Burndy estudió a Rey, y luego asintió con desánimo.
– Abrí la caja fuerte de Talbot. Pero, en realidad, no. No me creerá. No… ¡No me lo creo ni yo mismo! Mire, un tipo me dijo que me largaría doscientos si le enseñaba cómo reventar una determinada caja. Pensé que sería un trabajito de nada… ¡y sin correr yo el riesgo de que me trincaran! Yo no tenía ni idea de que la casa perteneciera a un clérigo, palabra de caballero. ¡Yo no me lo cargué! ¡Y si lo hubiera hecho, no habría devuelto el dinero!
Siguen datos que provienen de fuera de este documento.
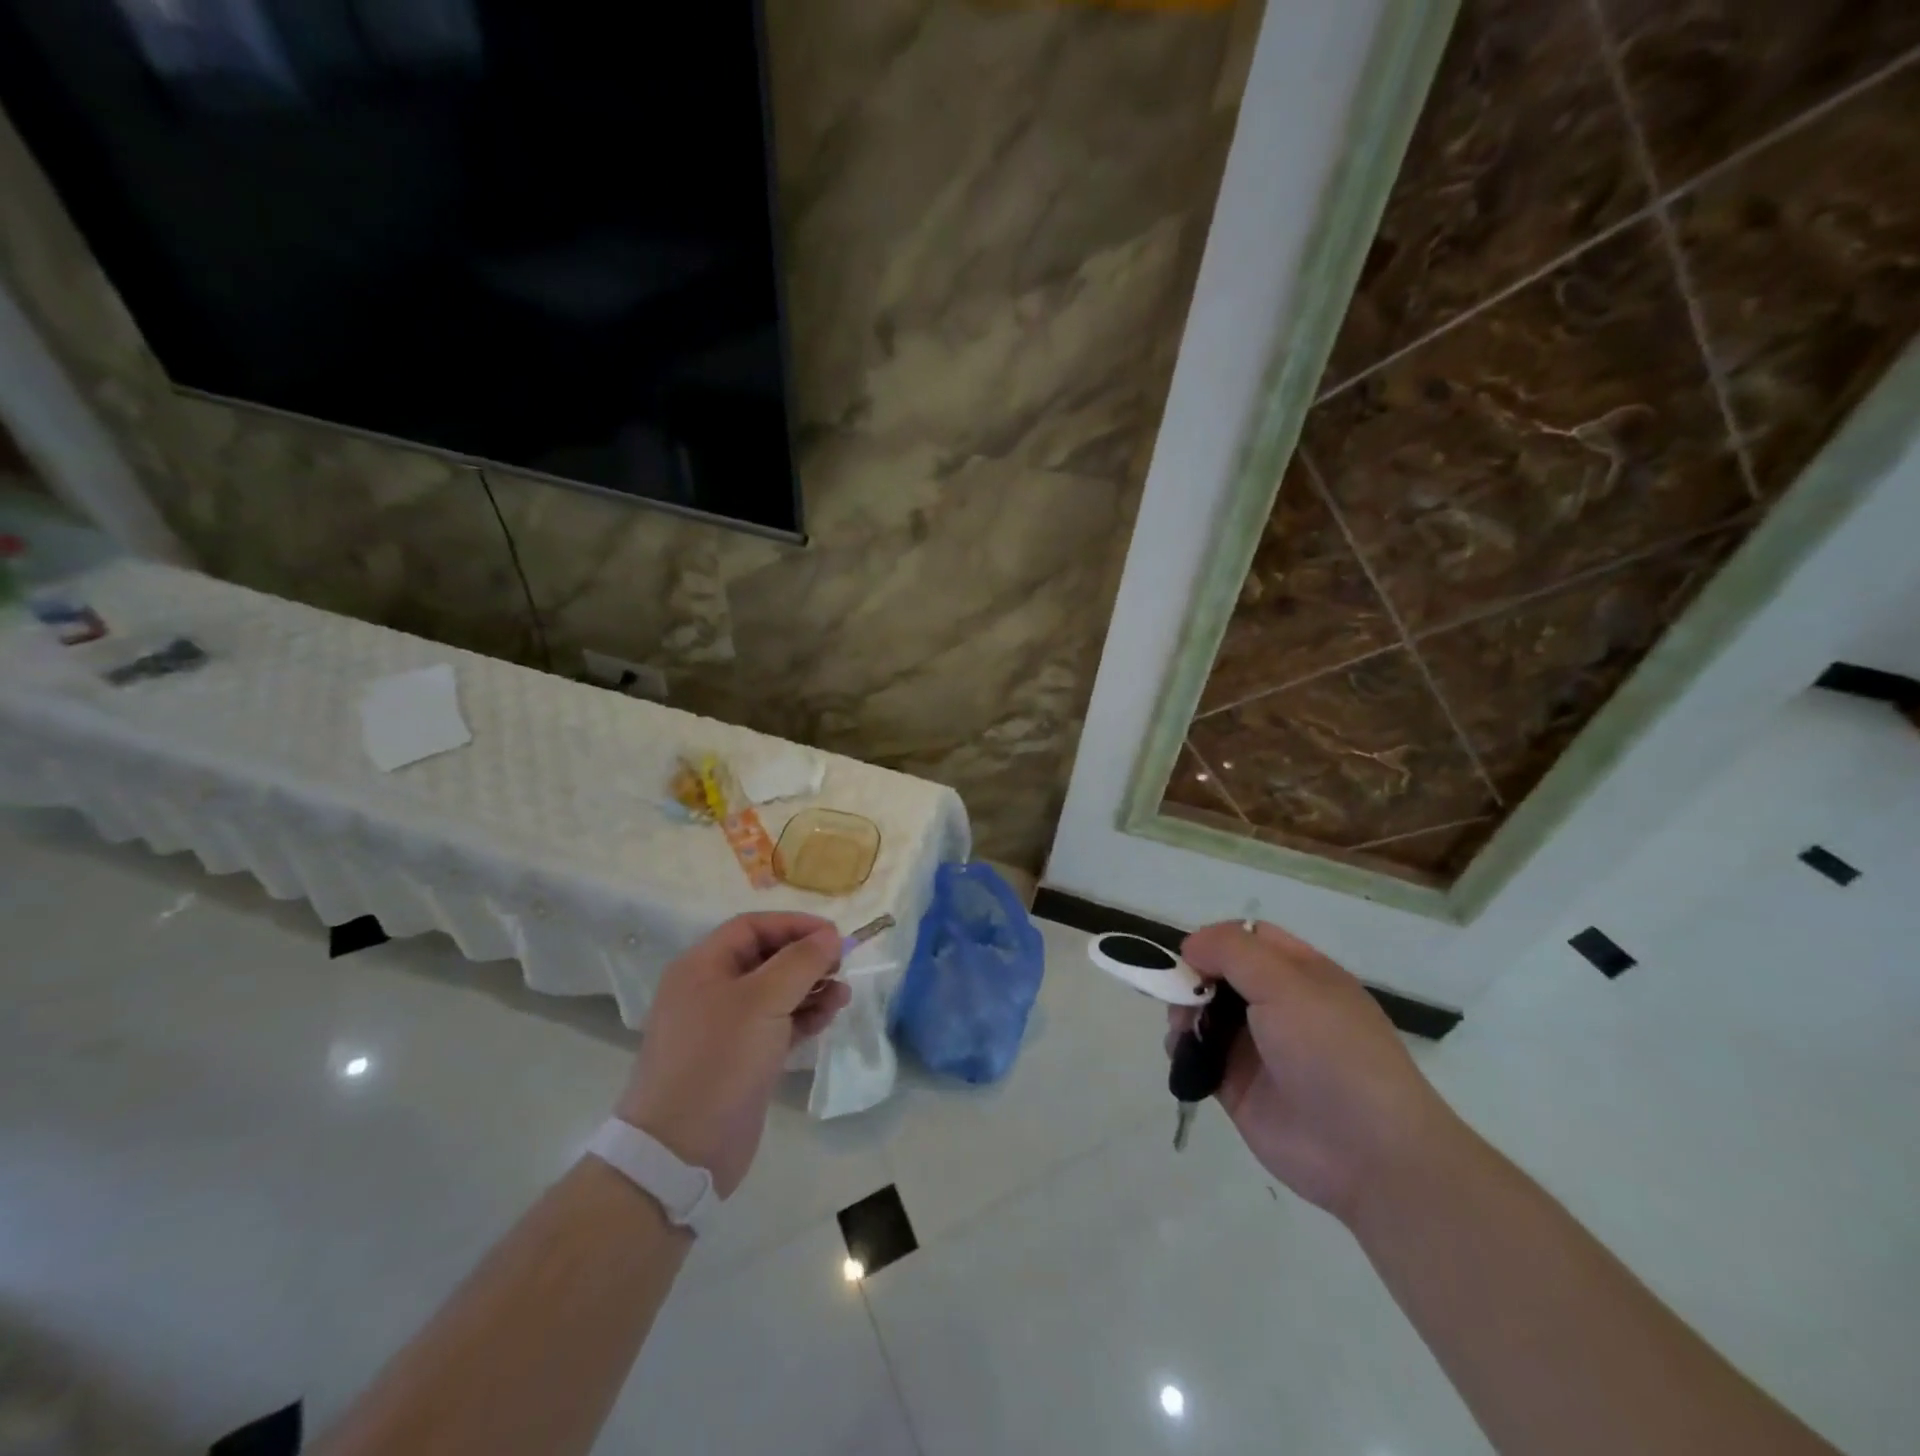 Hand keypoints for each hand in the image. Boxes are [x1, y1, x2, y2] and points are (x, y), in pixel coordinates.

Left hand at [618, 913, 850, 1198]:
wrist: (681, 1152)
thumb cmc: (719, 1061)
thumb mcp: (763, 1001)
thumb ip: (801, 962)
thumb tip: (830, 935)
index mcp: (702, 967)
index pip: (752, 927)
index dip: (794, 925)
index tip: (833, 935)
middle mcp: (711, 990)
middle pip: (766, 957)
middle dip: (806, 958)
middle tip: (842, 965)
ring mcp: (726, 1027)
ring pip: (776, 992)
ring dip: (811, 988)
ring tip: (843, 995)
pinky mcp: (742, 1058)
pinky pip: (778, 1024)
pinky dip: (804, 1017)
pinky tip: (829, 1016)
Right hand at [1171, 921, 1454, 1226]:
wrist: (1366, 1152)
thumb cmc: (1332, 1052)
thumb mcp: (1287, 984)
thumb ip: (1233, 952)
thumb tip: (1190, 945)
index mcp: (1300, 974)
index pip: (1249, 939)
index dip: (1216, 940)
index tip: (1191, 955)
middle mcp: (1277, 1005)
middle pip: (1219, 973)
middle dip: (1191, 976)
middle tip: (1179, 992)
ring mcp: (1256, 1046)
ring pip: (1203, 1012)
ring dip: (1183, 1011)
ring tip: (1183, 1027)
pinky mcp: (1236, 1084)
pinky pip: (1197, 1054)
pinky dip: (1181, 1048)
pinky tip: (1183, 1054)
– ¿Por qué fue a casa de Talbot?
– Para reconocer el terreno. El tipo parecía saber que ese Talbot no estaba en casa, así que entré, sólo para ver el plan; para ver cómo era la caja. -Burndy suplicó comprensión con una sonrisa estúpida-. No causé ningún daño con eso, ¿verdad? La caja era sencilla, y sólo me llevó cinco minutos explicarle cómo reventarla. Se lo dibujé en la servilleta de una taberna. Para que lo sepa, el tipo tenía una herida en la cabeza. Me dijo que sólo quería mil dólares…, que no había que coger ni un centavo más. ¿Se imagina una cosa semejante? Entérese: no puede decir que yo haya robado al predicador; de lo contrario, seguro que me toca subir la escalerilla. Quienquiera que fuese el que me pagó por reventar la caja, ¡ése es el loco, el que mató a Talbot y a Healey y a Phineas Jennison!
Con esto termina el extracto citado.